2. fusion of six haploid parent cells to form one giant cell.
3. fusion of two haploid parent cells to form a zygospore.
4. fusion of two diploid parent cells to form a tetraploid spore.
5. Germination of a diploid zygospore followed by meiosis produces
1. four haploid cells.
2. four diploid cells.
3. two diploid cells.
4. a yeast bud.
6. The earliest fungi evolved
1. independently from thousands of different ancestors.
2. at least 600 million years ago.
3. before prokaryotes.
4. after the first humans appeared on the earth.
7. One way that fungi are similar to plants is
1. they both have cell walls made of cellulose.
2. they both carry out photosynthesis.
3. they both move rapidly from place to place.
4. none of the above.
8. The phylum of fungi that is found in Antarctica, is often part of a symbiotic relationship, and is found in terrestrial ecosystems throughout the world is
1. protozoa.
2. ascomycota.
3. algae.
4. water mold.

Lesson 14.3: Vocabulary I

Name___________________ Class______________ Date________

Match the vocabulary word with the proper definition.

Definitions

_____ 1. a kingdom whose members include mushrooms

_____ 2. thread-like filaments consisting of haploid cells connected end-to-end and which can form branches

_____ 3. having two copies of each kind of chromosome (2n)

_____ 4. two sequential cell divisions producing four cells, each of which has half the number of chromosomes as the parent cell

_____ 5. the general name for cell division in all organisms that produces cells that have the same number of chromosomes as the parent cell

_____ 6. a diploid spore formed by fusion of two haploid cells

_____ 7. the material that makes up the cell wall of fungi

_____ 8. the material that makes up the cell wall of plants

_____ 9. a mass of fungal hyphae

_____ 10. a form of asexual reproduction in yeast

_____ 11. a reproductive cell specialized for dispersal and survival in harsh environmental conditions

_____ 12. having one copy of each kind of chromosome (n)

Terms

a. budding

b. cellulose

c. chitin

d. diploid

e. haploid

f. fungi

g. hyphae

h. meiosis

i. mitosis

j. mycelium

k. spore

l. zygospore

Lesson 14.3: Vocabulary II

Name___________________ Class______________ Date________

Fill in the blank with the appropriate term.

1. Fusion of two haploid fungal cells produces a __________.

2. __________ is the kingdom whose members include baker's yeast and mushrooms.

3. Many fungi can make thread-like filaments called __________, which consists of haploid cells aligned end-to-end and which may form branches.

4. Haploid cells can be formed via __________ of a diploid zygospore.

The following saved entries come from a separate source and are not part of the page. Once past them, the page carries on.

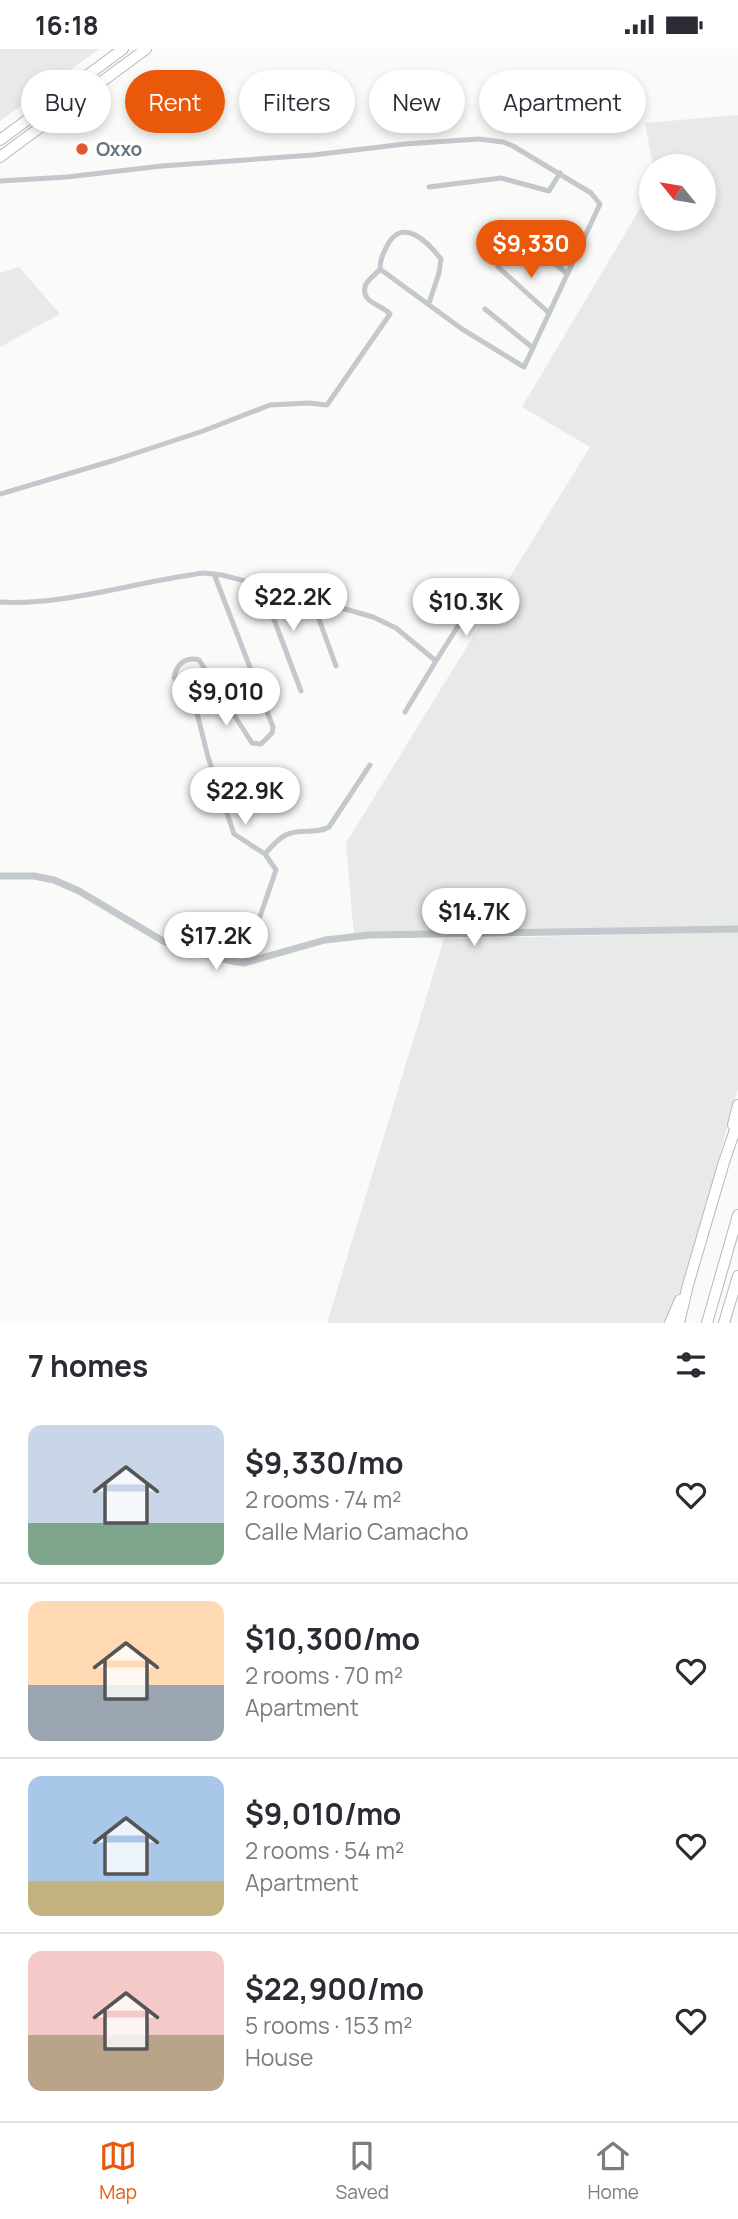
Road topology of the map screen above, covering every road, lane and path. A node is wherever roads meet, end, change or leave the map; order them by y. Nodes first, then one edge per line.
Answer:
1 (123, 49) edge
2 (146, 49) edge
3 (0, 140) edge
4 (0, 157) edge
5 (560, 173) junction
6 (0, 181) edge
7 (429, 187) dead end
8 (508, 223) dead end
9 (498, 267) dead end
10 (380, 269) junction
11 (566, 273) junction
12 (429, 303) junction
13 (485, 309) dead end
14 (548, 312) junction
15 (533, 348) junction
16 (0, 494) edge
17 (214, 574) junction
18 (261, 585) junction
19 (312, 600) junction
20 (0, 602) edge
21 (473, 602) dead end
22 (436, 661) junction
23 (336, 666) dead end
24 (301, 691) dead end
25 (405, 712) dead end
26 (370, 765) dead end
27 (265, 854) junction
28 (0, 876) edge
29 (738, 929) edge
30 (244, 963) junction
31 (738, 1105) edge
32 (738, 1121) edge
33 (724, 1162) junction
34 (738, 1215) edge
35 (738, 1276) edge
36 (686, 1291) junction
37 (670, 1323) edge
38 (679, 1323) edge
39 (707, 1323) edge
40 (724, 1323) edge

1 - 3 highway
2 - 4 highway
5 - 6 street
5 - 7 street
5 - 11 street
8 - 11 street
9 - 14 street
10 - 12 street
10 - 12 street
10 - 16 street
11 - 14 street
12 - 15 street
13 - 15 street
14 - 15 street
17 - 18 street
17 - 20 street
17 - 27 street
18 - 19 street
18 - 24 street
19 - 22 street
19 - 23 street
21 - 22 street
22 - 25 street
26 - 27 street
27 - 30 street
28 - 30 street
29 - 30 street
31 - 33 highway
32 - 33 highway
33 - 36 highway
34 - 39 highway
35 - 40 highway
36 - 37 highway
36 - 38 highway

5. A haploid offspring cell is produced by __________ of a haploid parent cell.

6. A puffball mushroom releases __________ into the air when it is disturbed.

7. A __________ is a mass of fungal hyphae.

8. A __________ cell is said to have 2n number of chromosomes.

9. A __________ cell is said to have n number of chromosomes.

10. The cell wall of a growing plant cell is of made primarily of __________.

11. The cell wall of a fungus is made of __________.

12. Yeast can reproduce asexually by __________, a process in which a bleb-like extension pinches off from the parent cell.

Lesson 14.3: Critical Writing

Name___________________ Class______________ Date________

Thoroughly answer the question below. Use appropriate academic vocabulary and clear and complete sentences.

Why were fungi once classified as plants? What findings led to their reclassification into their own kingdom?